Last year, Steve Poe and 10 co-authors from five countries published a phylogeny including all species of anoles based on all available data. It was a tour de force and the paper was far-ranging, discussing the many implications of their phylogeny for anole evolution, biogeography and other topics. Among other topics, the paper sank a number of anole species, presented a phylogenetic taxonomy of anoles and argued that this taxonomy solves the problems posed in the debate on generic classification of anoles in the traditional Linnean taxonomic framework.

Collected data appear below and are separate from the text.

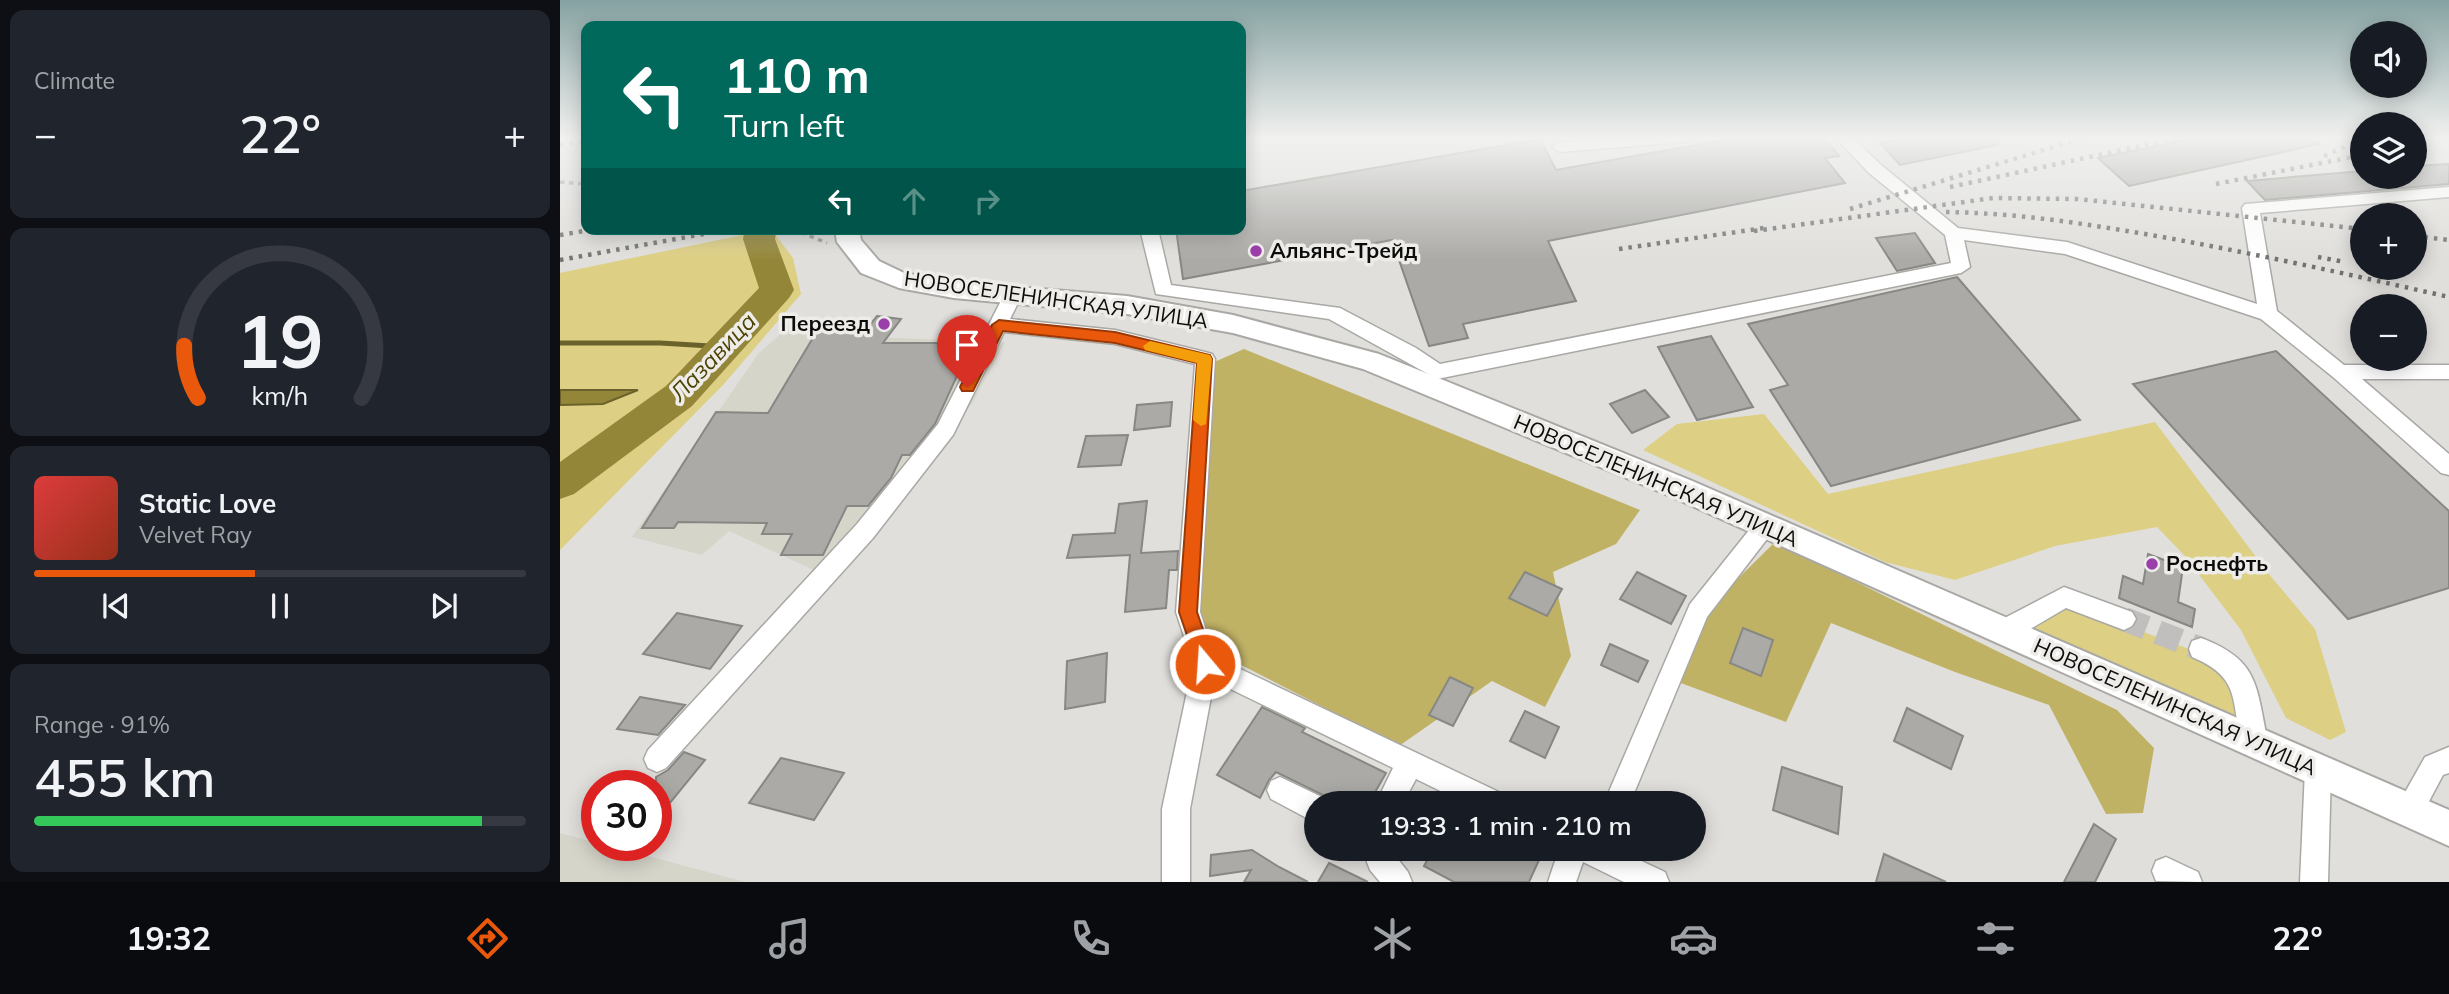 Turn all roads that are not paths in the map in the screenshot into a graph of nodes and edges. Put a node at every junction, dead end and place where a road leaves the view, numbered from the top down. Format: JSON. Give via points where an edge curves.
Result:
{"nodes":[{"id":1,"x":1886,"y":178,"type":"edge"},
{"id":2,"x":2449,"y":192,"type":"edge"},
{"id":3,"x":1953,"y":233,"type":"junction"},
{"id":4,"x":1150,"y":235,"type":"edge"},
{"id":5,"x":839,"y":237,"type":"edge"},
{"id":6,"x":1014,"y":293,"type":"junction"},
{"id":7,"x":2267,"y":314,"type":"junction"},
{"id":8,"x":999,"y":325,"type":"junction"},
{"id":9,"x":2340,"y":372,"type":"junction"},
{"id":10,"x":2449,"y":372,"type":"edge"},
{"id":11,"x":2449,"y":467,"type":"edge"},
{"id":12,"x":1766,"y":526,"type":"junction"},
{"id":13,"x":2124,"y":619,"type":"tunnel mouth"},
{"id":14,"x":2004,"y":632,"type":"junction"},
{"id":15,"x":2201,"y":649,"type":"tunnel mouth"},
{"id":16,"x":1205,"y":664,"type":"junction"},
{"id":17,"x":2255,"y":742,"type":"junction"},
{"id":18,"x":657,"y":758,"type":"dead end"},
{"id":19,"x":2449,"y":760,"type":"edge"},
{"id":20,"x":1410,"y":763,"type":"junction"},
{"id":21,"x":2318,"y":770,"type":"junction"},
{"id":22,"x":1280,"y":790,"type":"dead end"},
{"id":23,"x":1395,"y":791,"type":"edge"},
{"id":24,"x":1468,"y":791,"type":"edge"},
{"id":25,"x":1622,"y":791,"type":"edge"},
{"id":26,"x":1304,"y":803,"type":"edge"},
{"id":27,"x":2409,"y":810,"type":"junction"},
{"id":28,"x":2449,"y":828,"type":"edge"},
{"id":29,"x":1381,"y":861,"type":"edge"},
{"id":30,"x":1579,"y":861,"type":"edge"},
{"id":31,"x":1611,"y":861,"type":"edge"},
{"id":32,"x":1176,"y":882,"type":"edge"},
{"id":33,"x":1398,"y":882,"type":"edge"},
{"id":34,"x":1562,"y":882,"type":"edge"},
{"id":35,"x":1655,"y":882,"type":"edge"},
{"id":36,"x":2314,"y":882,"type":"edge"}],
"edges":[{"from":1,"to":3,"type":"street"},
{"from":2,"to":7,"type":"street","via":[[2251,208]]},
{"from":3,"to":4,"type":"street","via":[[1961,267],[1437,372],[1333,313],[1163,290]]},
{"from":3,"to":7,"type":"street","via":[[2067,248]]},
{"from":5,"to":6,"type":"main road","name":"НОВОСЕЛЕНИНСКАЯ УЛИЦА","via":[[870,267],[899,280],[954,290]]},
{"from":6,"to":8,"type":"street"},
{"from":6,"to":12,"type":"main road","name":"НОВОСЕЛЕНИНСКАЯ УЛИЦА","via":[[1127,305],[1233,324],[1370,361]]},
{"from":7,"to":9,"type":"street"},
{"from":8,"to":16,"type":"street","name":"НОВОСЕЛЕНИНСКАЯ УЛИЦА","via":[[1115,337],[1205,359],[1188,612]]},
{"from":8,"to":18,"type":"street","via":[[946,429],[865,531]]},
{"from":9,"to":10,"type":"street"},
{"from":9,"to":11,"type":"street"},
{"from":12,"to":14,"type":"main road","name":"НОВОСЕЛЕНИНСКАЯ УЛИЦА"},
{"from":12,"to":25,"type":"street","via":[[1698,611]]},
{"from":13,"to":14,"type":"street","via":[[2064,597]]},
{"from":14,"to":17,"type":"main road","name":"НОВОСЕЛЕНИНСКАЯ УЛИЦА"},
{"from":15,"to":17,"type":"street","via":[[2220,657],[2241,677]]},
{"from":16,"to":20,"type":"street"},
{"from":16,"to":32,"type":"street","via":[[1176,809]]},
{"from":17,"to":21,"type":"main road","name":"НОВОСЕЛЕНИНСКАЯ УЛИЦА"},
{"from":19,"to":27,"type":"street","via":[[2434,766]]},
{"from":20,"to":23,"type":"street"},
{"from":20,"to":24,"type":"street"},
{"from":21,"to":27,"type":"main road","name":"НОВОСЕЛЕНИНСКАЯ УЛИЦА"},
{"from":21,"to":36,"type":"street"},
{"from":22,"to":26,"type":"street"},
{"from":27,"to":28,"type":"main road","name":"НОВОСЕЛЕНИНСКАЯ УЛИЦА"},
{"from":29,"to":33,"type":"street"},
{"from":30,"to":34,"type":"street"},
{"from":31,"to":35,"type":"street"}]}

Here’s the abstract from that paper, published in Systematic Biology:
Anolis lizards (anoles) are textbook study organisms in evolution and ecology. Although several topics in evolutionary biology have been elucidated by the study of anoles, progress in some areas has been hampered by limited phylogenetic information on this group. Here, we present a phylogenetic analysis of all 379 extant species of Anolis, with new phylogenetic data for 139 species including new DNA data for 101 species. We use the resulting estimates as a basis for defining anole clade names under the principles of phylogenetic nomenclature and to examine the biogeographic history of anoles. Our new taxonomic treatment achieves the supposed advantages of recent subdivisions of anoles that employed ranked Linnaean-based nomenclature while avoiding the pitfalls of those approaches regarding artificial constraints imposed by ranks. Our biogeographic analyses demonstrate complexity in the dispersal history of anoles, including multiple crossings of the Isthmus of Panama, two invasions of the Caribbean, single invasions to Jamaica and Cuba, and a single evolutionary dispersal from the Caribbean to the mainland that resulted in substantial anole diversity. Our comprehensive phylogenetic estimate of anoles should prove useful for rigorous testing of many comparative evolutionary hypotheses.
This year in Zootaxa, Nicholson, Crother, Guyer and Savage published a paper following on Poe et al.’s. The paper does not have an abstract, but the title says it all: “Translating a clade based classification into one that is valid under the international code of zoological nomenclature: the case of the lizards of the family Dactyloidae (Order Squamata).” In short, the article argues that the traditional Linnean classification system is not going away any time soon, and that the clades recognized by Poe et al. are easily translatable into genera in the traditional system, as revealed in the figure above.
In a post just published, an administrator for Wikispecies asks if they should follow this proposed reclassification of anoles. If you have comments, please make them on that post.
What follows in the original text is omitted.